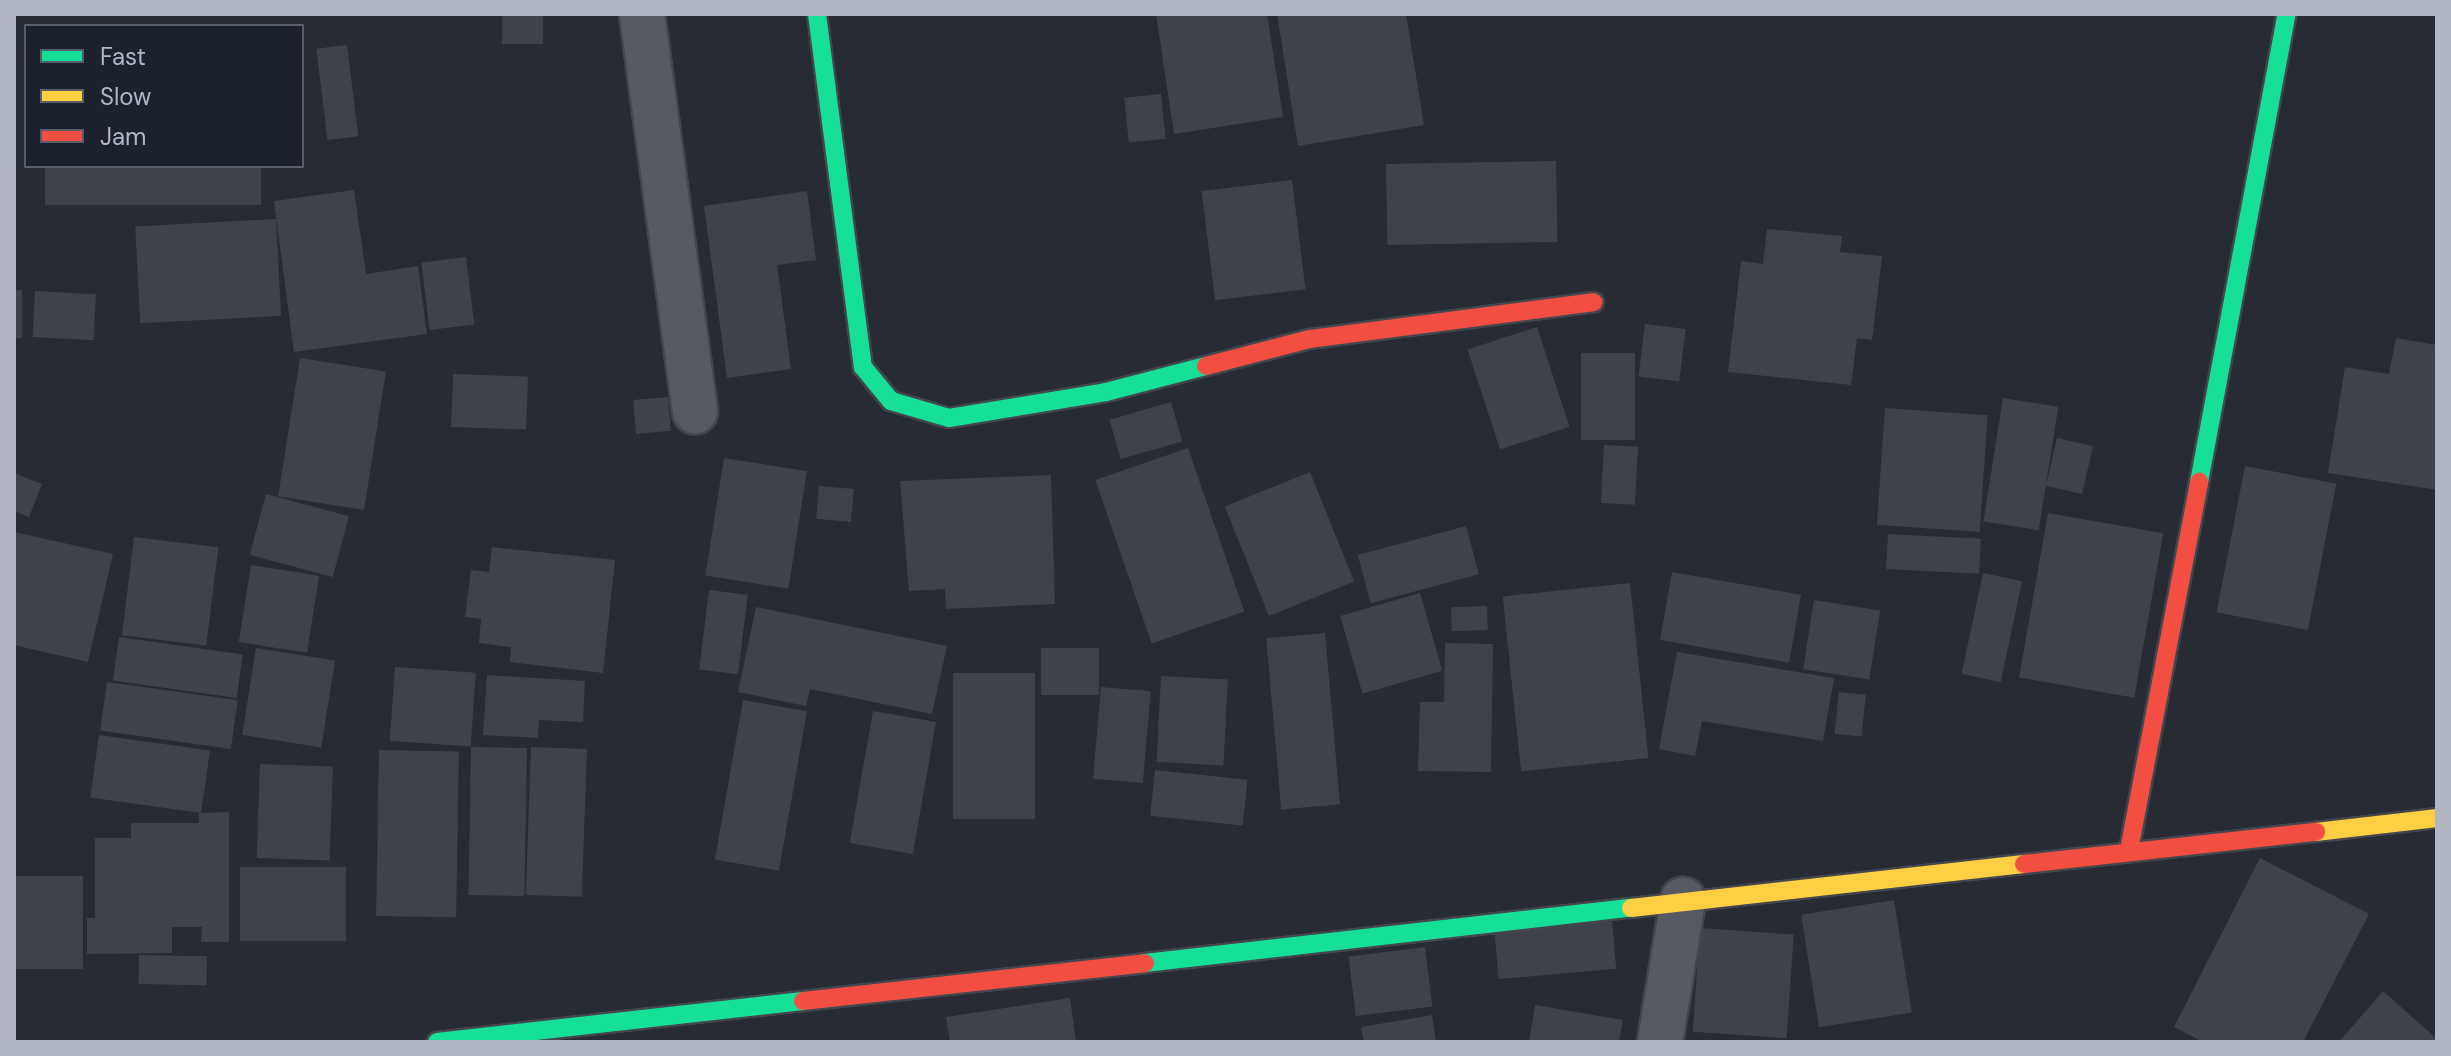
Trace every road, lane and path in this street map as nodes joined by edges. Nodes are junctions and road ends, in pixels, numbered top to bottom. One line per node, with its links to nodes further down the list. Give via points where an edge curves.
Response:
1 (642, 14): 5 (street)
2 (817, 14): 4 (street, via 863,367 891,401 949,418 1106,392 1310,339)
3 (2287, 14): 7 (street)
4 (1594, 302)
5 (695, 411)
6 (2437, 818): 7 (street)
7 (2129, 850): 8 (street)
8 (1683, 900): 9 (street, via 729,1013); 10 (street)
9 (437, 1042)
10 (1660, 1042)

- - - -

● WORK ORDER
Restate the entire listing word for word, excluding pictures.

● YOUR SOLUTION
Trace every road, lane and path in this street map as nodes joined by edges. Nodes are junctions and road ends, in pixels, numbered top to bottom. One line per node, with its links to nodes further down the list. Give via points where an edge curves.
Response:
1 (642, 14): 5 (street)
2 (817, 14): 4 (street, via 863,367 891,401 949,418 1106,392 1310,339)
3 (2287, 14): 7 (street)
4 (1594, 302)
5 (695, 411)
6 (2437, 818): 7 (street)
7 (2129, 850): 8 (street)
8 (1683, 900): 9 (street, via 729,1013); 10 (street)
9 (437, 1042)
10 (1660, 1042)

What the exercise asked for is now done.